Indien de vader, die het kind heeft erkend, niet de biologische vader van het kind is, kan er een verzoek tot vernietiging van de erkenning worden gedaan door:

  1. het kind, tenzij het bij de erkenning al meerderjarig was;
  2. de vader, indien hij tot de erkenning is bewogen door bedreiging, dwaling, bedrog of, tijdens zijn minderjarigheid, door misbruik van omstandigheden;
  3. de moeder, indien zij tot het geven van toestemming voor de erkenning is bewogen door bedreiging, dwaling, bedrog of, tijdens haar minderjarigheid, door misbruik van omstandigheden;
  4. het Openbaar Ministerie, indien de erkenning in strijd met de Nederlandse openbare orde is.

Het verzoek tot vernietiging van de erkenning moet bij de rechtbank worden ingediend. Het kind moet dit verzoek binnen drie jaren nadat het bekend is geworden met het feit dat de man vermoedelijk niet zijn biologische vader is, indienen. Is het kind dan nog minderjarig, dan kan het verzoek uiterlijk drie jaren nadat het kind meerderjarig is geworden, worden ingediend.

Voor de vader en moeder gelden de volgende termijnen. Is er sprake van bedreiging of misbruik van omstandigheden, dan moet het verzoek binnen een jaar nadat de bedreiging of het misbruik van omstandigheden heeft opgehouden te werken, worden ingediend. Is er sprake van bedrog of dwaling, dan moet het verzoek binnen een jaar nadat de verzoeker het bedrog of de dwaling heeft ontdekt worden ingediend.

Nadat de vernietiging van de erkenning een feit is geworden, wordt geacht dat de erkenning nooit gevolg heeft gehad.
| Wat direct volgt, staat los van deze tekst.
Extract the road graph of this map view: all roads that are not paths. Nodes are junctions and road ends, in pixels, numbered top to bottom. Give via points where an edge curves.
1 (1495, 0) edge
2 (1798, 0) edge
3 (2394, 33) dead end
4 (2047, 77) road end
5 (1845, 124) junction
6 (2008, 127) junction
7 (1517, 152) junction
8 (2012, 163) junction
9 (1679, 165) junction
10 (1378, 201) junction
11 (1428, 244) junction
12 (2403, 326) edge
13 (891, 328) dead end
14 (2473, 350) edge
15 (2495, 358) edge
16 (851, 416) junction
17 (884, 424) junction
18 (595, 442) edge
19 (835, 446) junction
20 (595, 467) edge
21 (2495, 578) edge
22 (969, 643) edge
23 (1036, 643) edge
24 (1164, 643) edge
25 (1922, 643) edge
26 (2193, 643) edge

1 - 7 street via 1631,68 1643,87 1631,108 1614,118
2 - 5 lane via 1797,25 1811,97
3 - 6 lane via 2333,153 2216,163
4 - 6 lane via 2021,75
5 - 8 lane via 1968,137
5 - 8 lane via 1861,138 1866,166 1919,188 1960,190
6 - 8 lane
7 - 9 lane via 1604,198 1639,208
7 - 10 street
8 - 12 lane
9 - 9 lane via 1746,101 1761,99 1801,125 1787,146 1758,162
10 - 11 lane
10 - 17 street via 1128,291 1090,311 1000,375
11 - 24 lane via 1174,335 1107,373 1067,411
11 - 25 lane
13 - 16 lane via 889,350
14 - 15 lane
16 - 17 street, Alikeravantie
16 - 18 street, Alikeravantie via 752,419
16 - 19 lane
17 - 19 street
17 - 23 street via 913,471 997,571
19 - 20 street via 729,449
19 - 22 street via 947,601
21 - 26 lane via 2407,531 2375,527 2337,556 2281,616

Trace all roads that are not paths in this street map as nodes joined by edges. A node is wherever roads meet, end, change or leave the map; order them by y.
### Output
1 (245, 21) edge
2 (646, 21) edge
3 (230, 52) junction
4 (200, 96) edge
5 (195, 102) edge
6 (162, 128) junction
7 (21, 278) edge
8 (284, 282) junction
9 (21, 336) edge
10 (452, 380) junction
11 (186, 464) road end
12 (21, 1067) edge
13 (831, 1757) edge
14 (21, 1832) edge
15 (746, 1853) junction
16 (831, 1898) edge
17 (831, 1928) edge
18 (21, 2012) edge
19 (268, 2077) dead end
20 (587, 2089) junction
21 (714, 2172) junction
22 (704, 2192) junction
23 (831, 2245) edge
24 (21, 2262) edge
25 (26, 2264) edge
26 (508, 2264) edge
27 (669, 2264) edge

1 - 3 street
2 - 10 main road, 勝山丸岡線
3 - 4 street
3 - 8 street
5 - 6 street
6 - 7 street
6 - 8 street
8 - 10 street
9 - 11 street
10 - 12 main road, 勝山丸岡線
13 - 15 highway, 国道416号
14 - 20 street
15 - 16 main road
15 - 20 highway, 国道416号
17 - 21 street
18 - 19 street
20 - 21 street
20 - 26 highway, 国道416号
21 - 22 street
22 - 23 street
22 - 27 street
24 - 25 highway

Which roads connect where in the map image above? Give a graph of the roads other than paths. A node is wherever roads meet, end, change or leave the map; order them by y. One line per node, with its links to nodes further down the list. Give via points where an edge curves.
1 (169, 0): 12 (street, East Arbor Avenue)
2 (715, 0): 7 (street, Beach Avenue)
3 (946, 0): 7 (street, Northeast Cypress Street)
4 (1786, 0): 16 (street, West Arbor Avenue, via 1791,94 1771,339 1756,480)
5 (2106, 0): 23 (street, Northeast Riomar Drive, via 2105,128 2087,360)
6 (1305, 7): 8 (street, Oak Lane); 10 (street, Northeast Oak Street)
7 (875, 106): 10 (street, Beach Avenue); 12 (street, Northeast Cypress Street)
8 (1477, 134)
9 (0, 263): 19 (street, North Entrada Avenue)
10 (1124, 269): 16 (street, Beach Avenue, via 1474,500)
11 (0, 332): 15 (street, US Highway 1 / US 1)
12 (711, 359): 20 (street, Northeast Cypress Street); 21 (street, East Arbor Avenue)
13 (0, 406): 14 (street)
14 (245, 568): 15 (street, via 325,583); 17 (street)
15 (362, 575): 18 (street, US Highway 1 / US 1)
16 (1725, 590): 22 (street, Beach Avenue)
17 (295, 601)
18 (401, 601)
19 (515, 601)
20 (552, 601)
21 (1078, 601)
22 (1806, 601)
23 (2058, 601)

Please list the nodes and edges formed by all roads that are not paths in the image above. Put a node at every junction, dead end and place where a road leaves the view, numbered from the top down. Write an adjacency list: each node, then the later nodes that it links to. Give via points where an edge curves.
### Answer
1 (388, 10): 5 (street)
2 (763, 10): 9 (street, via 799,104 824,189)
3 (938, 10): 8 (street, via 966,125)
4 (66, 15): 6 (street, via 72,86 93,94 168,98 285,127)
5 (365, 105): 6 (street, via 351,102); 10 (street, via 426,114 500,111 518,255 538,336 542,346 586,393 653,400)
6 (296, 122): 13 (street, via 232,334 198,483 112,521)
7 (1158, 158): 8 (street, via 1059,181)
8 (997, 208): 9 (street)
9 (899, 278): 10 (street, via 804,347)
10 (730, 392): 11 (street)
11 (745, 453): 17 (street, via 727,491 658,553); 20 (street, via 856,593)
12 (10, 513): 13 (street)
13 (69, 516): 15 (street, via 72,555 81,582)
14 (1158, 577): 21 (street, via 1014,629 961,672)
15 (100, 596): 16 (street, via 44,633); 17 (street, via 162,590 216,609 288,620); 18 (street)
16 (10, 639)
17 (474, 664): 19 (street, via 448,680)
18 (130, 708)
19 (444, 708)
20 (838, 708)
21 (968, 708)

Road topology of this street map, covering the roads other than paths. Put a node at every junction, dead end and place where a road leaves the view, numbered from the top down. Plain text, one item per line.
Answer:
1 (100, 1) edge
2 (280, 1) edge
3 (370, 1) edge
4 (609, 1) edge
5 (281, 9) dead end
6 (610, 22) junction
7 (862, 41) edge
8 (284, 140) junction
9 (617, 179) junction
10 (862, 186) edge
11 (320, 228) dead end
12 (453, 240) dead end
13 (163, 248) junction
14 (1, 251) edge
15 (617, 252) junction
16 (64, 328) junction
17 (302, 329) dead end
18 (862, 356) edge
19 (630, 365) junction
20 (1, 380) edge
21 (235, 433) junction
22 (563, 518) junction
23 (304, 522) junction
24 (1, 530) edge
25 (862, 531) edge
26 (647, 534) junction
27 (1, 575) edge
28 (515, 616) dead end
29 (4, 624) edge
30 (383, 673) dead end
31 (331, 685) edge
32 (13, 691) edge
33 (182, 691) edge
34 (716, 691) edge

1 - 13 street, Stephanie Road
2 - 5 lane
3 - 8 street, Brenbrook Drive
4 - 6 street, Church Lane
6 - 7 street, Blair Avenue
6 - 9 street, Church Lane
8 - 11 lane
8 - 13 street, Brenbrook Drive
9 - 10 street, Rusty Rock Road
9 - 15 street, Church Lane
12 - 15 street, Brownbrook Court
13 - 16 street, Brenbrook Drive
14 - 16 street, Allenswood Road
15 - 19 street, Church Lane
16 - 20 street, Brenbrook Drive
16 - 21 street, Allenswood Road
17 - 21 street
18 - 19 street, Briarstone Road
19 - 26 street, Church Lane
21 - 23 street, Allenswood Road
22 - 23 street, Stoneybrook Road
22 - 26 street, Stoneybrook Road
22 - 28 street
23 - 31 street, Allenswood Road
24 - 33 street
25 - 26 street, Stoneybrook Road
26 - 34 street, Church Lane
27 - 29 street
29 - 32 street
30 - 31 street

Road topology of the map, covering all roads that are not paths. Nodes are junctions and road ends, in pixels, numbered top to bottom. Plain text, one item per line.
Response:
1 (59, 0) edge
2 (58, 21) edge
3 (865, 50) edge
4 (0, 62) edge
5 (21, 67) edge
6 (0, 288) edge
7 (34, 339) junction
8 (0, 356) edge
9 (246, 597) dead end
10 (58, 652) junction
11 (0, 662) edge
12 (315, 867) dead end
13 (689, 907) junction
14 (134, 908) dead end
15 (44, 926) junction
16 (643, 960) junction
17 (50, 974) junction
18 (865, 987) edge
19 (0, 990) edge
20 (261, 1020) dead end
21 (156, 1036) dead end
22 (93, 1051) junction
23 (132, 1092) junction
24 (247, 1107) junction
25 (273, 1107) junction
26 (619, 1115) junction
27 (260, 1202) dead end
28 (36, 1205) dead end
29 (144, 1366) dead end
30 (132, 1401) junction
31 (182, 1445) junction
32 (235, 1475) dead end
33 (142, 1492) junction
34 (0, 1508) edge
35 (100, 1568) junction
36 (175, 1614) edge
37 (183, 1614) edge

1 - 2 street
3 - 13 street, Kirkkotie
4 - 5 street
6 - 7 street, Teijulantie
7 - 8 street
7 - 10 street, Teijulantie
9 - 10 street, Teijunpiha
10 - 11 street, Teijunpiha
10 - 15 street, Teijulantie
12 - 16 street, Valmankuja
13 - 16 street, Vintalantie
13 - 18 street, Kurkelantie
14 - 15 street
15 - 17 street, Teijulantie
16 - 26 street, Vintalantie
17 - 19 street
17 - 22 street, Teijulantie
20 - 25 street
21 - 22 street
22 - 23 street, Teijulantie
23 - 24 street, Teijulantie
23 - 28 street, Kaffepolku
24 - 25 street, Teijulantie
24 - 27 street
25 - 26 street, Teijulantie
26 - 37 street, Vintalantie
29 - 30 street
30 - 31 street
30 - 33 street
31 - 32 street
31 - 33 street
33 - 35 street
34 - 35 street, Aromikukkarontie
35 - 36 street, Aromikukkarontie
Indien de duomoeder, die het kind heeft erkend, niet de biologische moeder van het kind is, kan er een verzoek tot vernietiging van de erkenning worden gedaan door:

  1. het kind, tenzij het bij de erkenning al meerderjarig was;
  2. de duomoeder, indien zij tot de erkenning is bewogen door bedreiging, dwaling, bedrog of, tijdens haar minderjarigheid, door misbruik van omstandigheden;
  3. de moeder (uit wie het kind is geboren), indien zij tot het geven van toestemming voor de erkenning is bewogen door bedreiging, dwaling, bedrog of, tijdens haar minderjarigheid, door misbruik van omstandigheden;
  4. het Openbaar Ministerie, indien de erkenning in strijd met de Nederlandse openbare orde is.

Voor het overige geldt hetzelfde als hierboven staat vermeld ten aanzien van de vernietiging van de erkenning door de vader.